- [TASK DESCRIPTION]
The only acceptable output is every entry, printed exactly.

(Extracted records)

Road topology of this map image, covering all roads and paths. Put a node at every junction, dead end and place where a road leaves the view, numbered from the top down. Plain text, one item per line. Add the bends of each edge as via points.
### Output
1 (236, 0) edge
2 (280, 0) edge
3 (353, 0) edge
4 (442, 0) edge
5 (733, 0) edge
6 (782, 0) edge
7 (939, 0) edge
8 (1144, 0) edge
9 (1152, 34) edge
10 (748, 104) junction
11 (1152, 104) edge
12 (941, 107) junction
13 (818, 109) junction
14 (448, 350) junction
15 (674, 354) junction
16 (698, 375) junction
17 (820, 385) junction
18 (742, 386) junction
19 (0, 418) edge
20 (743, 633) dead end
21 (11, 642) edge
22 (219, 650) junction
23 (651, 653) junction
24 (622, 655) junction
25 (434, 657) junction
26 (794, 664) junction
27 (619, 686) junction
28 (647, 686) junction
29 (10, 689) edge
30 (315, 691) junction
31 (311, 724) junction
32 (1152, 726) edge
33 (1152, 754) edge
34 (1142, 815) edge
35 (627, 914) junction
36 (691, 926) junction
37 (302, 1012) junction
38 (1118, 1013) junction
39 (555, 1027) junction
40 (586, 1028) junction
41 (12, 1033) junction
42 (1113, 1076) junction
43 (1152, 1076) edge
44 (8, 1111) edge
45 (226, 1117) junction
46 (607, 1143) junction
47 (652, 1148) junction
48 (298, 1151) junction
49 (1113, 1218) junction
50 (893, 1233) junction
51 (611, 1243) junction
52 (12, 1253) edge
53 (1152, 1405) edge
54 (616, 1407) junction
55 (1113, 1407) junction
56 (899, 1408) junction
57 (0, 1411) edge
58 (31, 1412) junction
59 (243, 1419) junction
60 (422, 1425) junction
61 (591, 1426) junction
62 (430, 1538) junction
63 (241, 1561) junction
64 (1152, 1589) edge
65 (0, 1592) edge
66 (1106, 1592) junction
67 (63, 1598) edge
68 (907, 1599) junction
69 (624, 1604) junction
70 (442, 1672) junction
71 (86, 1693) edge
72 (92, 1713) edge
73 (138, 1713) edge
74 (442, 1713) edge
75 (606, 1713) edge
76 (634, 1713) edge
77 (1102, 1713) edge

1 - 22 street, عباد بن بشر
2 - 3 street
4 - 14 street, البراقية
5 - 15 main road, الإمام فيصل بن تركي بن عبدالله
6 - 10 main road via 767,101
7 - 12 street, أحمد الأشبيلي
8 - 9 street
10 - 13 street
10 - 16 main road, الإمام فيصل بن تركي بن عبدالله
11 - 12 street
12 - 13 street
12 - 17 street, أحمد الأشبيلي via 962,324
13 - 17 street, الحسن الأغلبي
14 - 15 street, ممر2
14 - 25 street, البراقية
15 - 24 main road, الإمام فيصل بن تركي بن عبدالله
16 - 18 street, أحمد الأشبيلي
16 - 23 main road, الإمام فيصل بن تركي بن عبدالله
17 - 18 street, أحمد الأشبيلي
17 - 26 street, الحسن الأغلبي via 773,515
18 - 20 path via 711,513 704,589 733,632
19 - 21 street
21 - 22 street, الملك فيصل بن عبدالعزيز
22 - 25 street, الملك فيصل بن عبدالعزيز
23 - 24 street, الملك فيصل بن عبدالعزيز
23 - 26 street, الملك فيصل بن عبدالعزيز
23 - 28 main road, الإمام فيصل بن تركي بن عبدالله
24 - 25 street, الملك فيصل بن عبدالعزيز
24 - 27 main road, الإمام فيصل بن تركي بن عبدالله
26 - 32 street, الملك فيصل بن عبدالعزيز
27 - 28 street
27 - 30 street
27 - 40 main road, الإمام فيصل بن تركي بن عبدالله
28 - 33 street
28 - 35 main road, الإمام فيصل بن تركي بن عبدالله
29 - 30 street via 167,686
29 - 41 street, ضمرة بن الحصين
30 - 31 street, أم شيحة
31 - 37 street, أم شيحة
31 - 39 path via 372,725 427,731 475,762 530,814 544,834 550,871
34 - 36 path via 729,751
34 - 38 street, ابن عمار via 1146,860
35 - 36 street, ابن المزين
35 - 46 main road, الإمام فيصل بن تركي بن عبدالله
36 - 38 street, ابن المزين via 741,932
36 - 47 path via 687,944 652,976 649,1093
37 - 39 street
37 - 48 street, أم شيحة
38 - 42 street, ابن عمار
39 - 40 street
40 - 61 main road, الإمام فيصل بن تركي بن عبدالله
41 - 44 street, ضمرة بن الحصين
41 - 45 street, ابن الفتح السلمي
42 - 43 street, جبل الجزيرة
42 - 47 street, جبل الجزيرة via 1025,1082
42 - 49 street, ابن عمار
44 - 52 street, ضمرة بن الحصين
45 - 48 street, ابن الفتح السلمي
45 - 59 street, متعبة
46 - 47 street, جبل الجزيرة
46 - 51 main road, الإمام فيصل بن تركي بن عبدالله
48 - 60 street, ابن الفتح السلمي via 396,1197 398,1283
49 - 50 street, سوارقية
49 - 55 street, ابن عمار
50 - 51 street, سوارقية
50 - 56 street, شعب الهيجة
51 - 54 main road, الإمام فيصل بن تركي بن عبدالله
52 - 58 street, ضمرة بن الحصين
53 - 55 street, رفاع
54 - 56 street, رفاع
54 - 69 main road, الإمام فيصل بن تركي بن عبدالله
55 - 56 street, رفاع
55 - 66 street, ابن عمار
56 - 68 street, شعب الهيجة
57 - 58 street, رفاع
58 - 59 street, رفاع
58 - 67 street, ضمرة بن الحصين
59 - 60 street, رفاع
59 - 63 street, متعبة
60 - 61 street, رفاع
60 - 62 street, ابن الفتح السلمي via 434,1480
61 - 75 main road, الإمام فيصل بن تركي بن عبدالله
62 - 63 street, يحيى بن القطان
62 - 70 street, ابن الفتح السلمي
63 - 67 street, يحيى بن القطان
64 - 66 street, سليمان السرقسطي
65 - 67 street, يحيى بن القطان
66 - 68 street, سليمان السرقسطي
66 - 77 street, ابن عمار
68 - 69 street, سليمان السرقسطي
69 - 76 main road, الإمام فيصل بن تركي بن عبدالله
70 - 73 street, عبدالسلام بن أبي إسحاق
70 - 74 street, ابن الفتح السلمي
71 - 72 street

- [ANSWER SPACE]
Road topology of this map image, covering all roads and paths. Put a node at every junction, dead end and place where a road leaves the view, numbered from the top down. Plain text, one item per line. Add the bends of each edge as via points.
### Output
1 (236, 0) edge
2 (280, 0) edge
3 (353, 0) edge
4 (442, 0) edge
5 (733, 0) edge
6 (782, 0) edge
7 (939, 0) edge
8 (1144, 0) edge
9 (1152, 34) edge
10 (748, 104) junction
11 (1152, 104) edge
12 (941, 107) junction
13 (818, 109) junction
14 (448, 350) junction
15 (674, 354) junction
16 (698, 375) junction
17 (820, 385) junction
18 (742, 386) junction
19 (0, 418) edge
20 (743, 633) dead end
21 (11, 642) edge
22 (219, 650) junction
23 (651, 653) junction
24 (622, 655) junction
25 (434, 657) junction
26 (794, 664) junction
27 (619, 686) junction
28 (647, 686) junction
29 (10, 689) edge
30 (315, 691) junction
31 (311, 724) junction
32 (1152, 726) edge
33 (1152, 754) edge
34 (1142, 815) edge
35 (627, 914) junction
36 (691, 926) junction
37 (302, 1012) junction
38 (1118, 1013) junction
39 (555, 1027) junction
40 (586, 1028) junction
41 (12, 1033) junction
42 (1113, 1076) junction
43 (1152, 1076) edge
44 (8, 1111) edge
45 (226, 1117) junction
46 (607, 1143) junction
47 (652, 1148) junction
48 (298, 1151) junction
49 (1113, 1218) junction
50 (893, 1233) junction
51 (611, 1243) junction
52 (12, 1253) edge
53 (1152, 1405) edge
54 (616, 1407) junction
55 (1113, 1407) junction
56 (899, 1408) junction
57 (0, 1411) edge
58 (31, 1412) junction
59 (243, 1419) junction
60 (422, 1425) junction
61 (591, 1426) junction
62 (430, 1538) junction
63 (241, 1561) junction
64 (1152, 1589) edge
65 (0, 1592) edge
66 (1106, 1592) junction
67 (63, 1598) edge
68 (907, 1599) junction
69 (624, 1604) junction
70 (442, 1672) junction
71 (86, 1693) edge
72 (92, 1713) edge
73 (138, 1713) edge
74 (442, 1713) edge
75 (606, 1713) edge
76 (634, 1713) edge
77 (1102, 1713) edge

1 - 22 street, عباد بن بشر
2 - 3 street
4 - 14 street, البراقية
5 - 15 main road, الإمام فيصل بن تركي بن عبدالله
6 - 10 main road via 767,101
7 - 12 street, أحمد الأشبيلي
8 - 9 street
10 - 13 street
10 - 16 main road, الإمام فيصل بن تركي بن عبدالله
11 - 12 street
12 - 13 street
12 - 17 street, أحمد الأشبيلي via 962,324
13 - 17 street, الحسن الأغلبي
14 - 15 street, ممر2
14 - 25 street, البراقية
15 - 24 main road, الإمام فيصل بن تركي بن عبدالله
16 - 18 street, أحمد الأشبيلي
16 - 23 main road, الإمام فيصل بن تركي بن عبدالله
17 - 18 street, أحمد الأشبيلي
17 - 26 street, الحسن الأغلبي via 773,515
18 - 20 path via 711,513 704,589 733,632
19 - 21 street
21 - 22 street, الملك فيصل بن عبدالعزيز
22 - 25 street, الملك فيصل بن عبدالعزيز
23 - 24 street, الملك فيصل بن عبدالعزيز
23 - 26 street, الملك فيصل بن عبدالعزيز
23 - 28 main road, الإمام فيصل بن تركي بن عبدالله
24 - 25 street, الملك فيصل بن عبدالعزيز
24 - 27 main road, الإمام فيصل بن تركي بن عبدالله
26 - 32 street, الملك فيصل بن عبدالعزيز
27 - 28 street
27 - 30 street
27 - 40 main road, الإمام فيصل بن تركي بن عبدالله
28 - 33 street
28 - 35 main road, الإمام فيصل بن تركي بن عبدالله
29 - 30 street via 167,686
29 - 41 street, ضمرة بن الحصين
30 - 31 street, أم شيحة
31 - 37 street, أم شيحة
31 - 39 path via 372,725 427,731 475,762 530,814 544,834 550,871
34 - 36 path via 729,751
34 - 38 street, ابن عمار via 1146,860
35 - 36 street, ابن المزين
35 - 46 main road, الإمام فيصل بن تركي بن عبدالله
36 - 38 street, ابن المزين via 741,932
36 - 47 path via 687,944 652,976 649,1093
37 - 39 street
37 - 48 street, أم شيحة
38 - 42 street, ابن عمار
39 - 40 street
40 - 61 main road, الإمام فيصل بن تركي بن عبدالله
41 - 44 street, ضمرة بن الحصين
41 - 45 street, ابن الفتح السلمي
42 - 43 street, جبل الجزيرة
42 - 47 street, جبل الجزيرة via 1025,1082
42 - 49 street, ابن عمار
44 - 52 street, ضمرة بن الحصين
45 - 48 street, ابن الفتح السلمي
45 - 59 street, متعبة
46 - 47 street, جبل الجزيرة
46 - 51 main road, الإمام فيصل بن تركي بن عبدالله
48 - 60 street, ابن الفتح السلمي via 396,1197 398,1283
49 - 50 street, سوارقية
49 - 55 street, ابن عمار
50 - 51 street, سوارقية
50 - 56 street, شعب الهيجة
51 - 54 main road, الإمام فيصل بن تركي بن عبدالله
52 - 58 street, ضمرة بن الحصين
53 - 55 street, رفاع
54 - 56 street, رفاع
54 - 69 main road, الإمام فيصل بن تركي بن عبدالله
55 - 56 street, رفاع
55 - 66 street, ابن عمار
56 - 68 street, شعب الهيجة
57 - 58 street, رفاع
58 - 59 street, رفاع
58 - 67 street, ضمرة بن الحصين
59 - 60 street, رفاع
59 - 63 street, متعبة
60 - 61 street, رفاع
60 - 62 street, ابن الفتح السلمي via 434,1480
61 - 75 main road, الإمام فيصل بن تركي بن عبدالله
62 - 63 street, يحيى بن القطان
62 - 70 street, ابن الفتح السلمي
63 - 67 street, يحيى بن القطان
64 - 66 street, سليمان السرقسطي
65 - 67 street, يحيى بن القطان
66 - 68 street, سليمان السرقسطي
66 - 77 street, ابن عمار
68 - 69 street, سليمان السرقسطي
69 - 76 main road, الإمام فيصل بن تركي بن عبدالله
70 - 73 street, عبدالسلام بن أبي إسحاق
70 - 74 street, ابن الفتح السلمي
71 - 72 street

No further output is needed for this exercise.